■ WORK ITEM: Omit any picture, and return the remaining data exactly as written.

━━━━

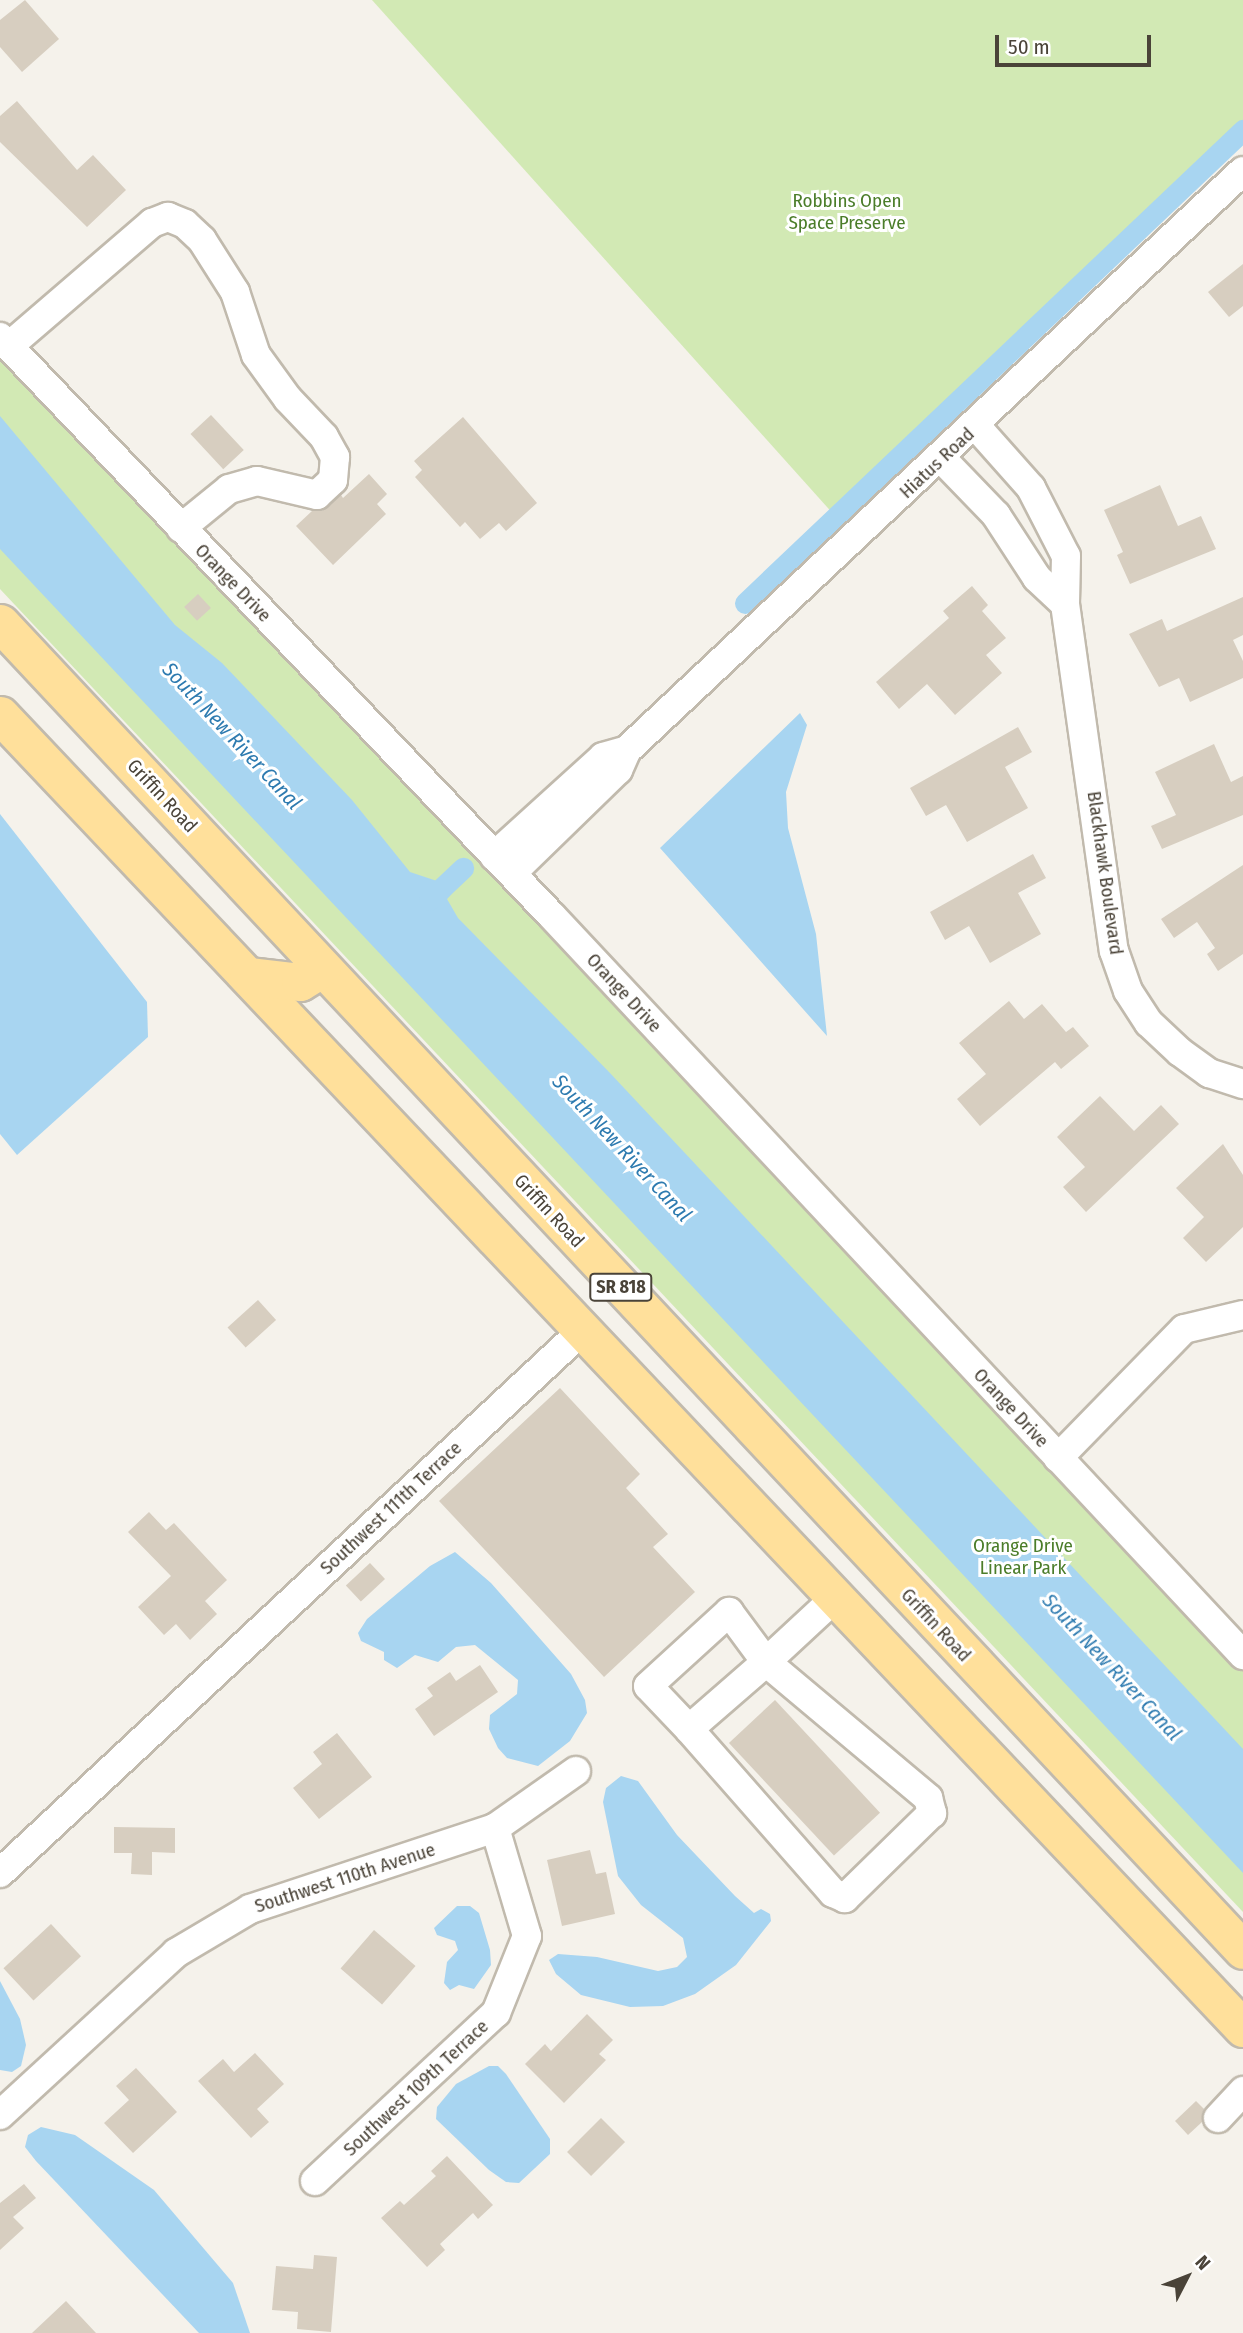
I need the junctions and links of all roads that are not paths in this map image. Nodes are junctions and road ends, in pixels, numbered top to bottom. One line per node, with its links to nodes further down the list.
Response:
1 (1243, 171): 3 (street, Hiatus Road)
2 (5, 341): 5 (street, Orange Drive); 5 (street)
3 (976, 426): 4 (street, Hiatus Road); 6 (street, Blackhawk Boulevard)
4 (942, 459): 6 (street); 9 (street, Hiatus Road)
5 (181, 528): 9 (street, Orange Drive)
6 (1065, 604): 14 (street, Blackhawk Boulevard)
7 (0, 623): 10 (main road, Griffin Road / SR 818)
8 (0, 715): 11 (main road, SR 818)
9 (503, 864): 17 (street, Orange Drive)
10 (322, 968): 11 (main road); 12 (main road, Griffin Road / SR 818)
11 (248, 976): 13 (main road, SR 818)
12 (370, 1020): 13 (main road); 25 (main road, Griffin Road / SR 818)
13 (307, 1038): 16 (main road, SR 818)
14 (1243, 1084)
15 (1239, 1322): 17 (street)
16 (584, 1329): 18 (main road, SR 818); 24 (street, Southwest 111th Terrace)
17 (1058, 1458): 19 (street, Orange Drive)
18 (836, 1597): 20 (street); 26 (main road, SR 818)
19 (1243, 1654)
20 (766, 1662): 21 (street); 21 (street); 21 (street)
21 (689, 1729)
22 (576, 1771): 23 (street, Southwest 110th Avenue)
23 (495, 1828): 28 (street, Southwest 110th Avenue); 30 (street, Southwest 109th Terrace)
24 (0, 1873)
25 (1243, 1950)
26 (1243, 2028)
27 (1243, 2091): 29 (street)
28 (0, 2115)
29 (1218, 2118)
30 (316, 2182)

━━━━

■ REPLY TO THE TASK:
I need the junctions and links of all roads that are not paths in this map image. Nodes are junctions and road ends, in pixels, numbered top to bottom. One line per node, with its links to nodes further down the list.
Response:
1 (1243, 171): 3 (street, Hiatus Road)
2 (5, 341): 5 (street, Orange Drive); 5 (street)
3 (976, 426): 4 (street, Hiatus Road); 6 (street, Blackhawk Boulevard)
4 (942, 459): 6 (street); 9 (street, Hiatus Road)
5 (181, 528): 9 (street, Orange Drive)
6 (1065, 604): 14 (street, Blackhawk Boulevard)
7 (0, 623): 10 (main road, Griffin Road / SR 818)
8 (0, 715): 11 (main road, SR 818)
9 (503, 864): 17 (street, Orange Drive)
10 (322, 968): 11 (main road); 12 (main road, Griffin Road / SR 818)
11 (248, 976): 13 (main road, SR 818)
12 (370, 1020): 13 (main road); 25 (main road, Griffin Road / SR 818)
13 (307, 1038): 16 (main road, SR 818)
14 (1243, 1084)
15 (1239, 1322): 17 (street)
16 (584, 1329): 18 (main road, SR 818); 24 (street, Southwest 111th Terrace)
17 (1058, 1458): 19 (street, Orange Drive)
18 (836, 1597): 20 (street); 26 (main road, SR 818)
19 (1243, 1654)
20 (766, 1662): 21 (street); 21 (street); 21 (street)
21 (689, 1729)
22 (576, 1771): 23 (street, Southwest 110th Avenue)
23 (495, 1828): 28 (street, Southwest 110th Avenue); 30 (street, Southwest 109th Terrace)
24 (0, 1873)
25 (1243, 1950)
26 (1243, 2028)
27 (1243, 2091): 29 (street)
28 (0, 2115)
29 (1218, 2118)
30 (316, 2182)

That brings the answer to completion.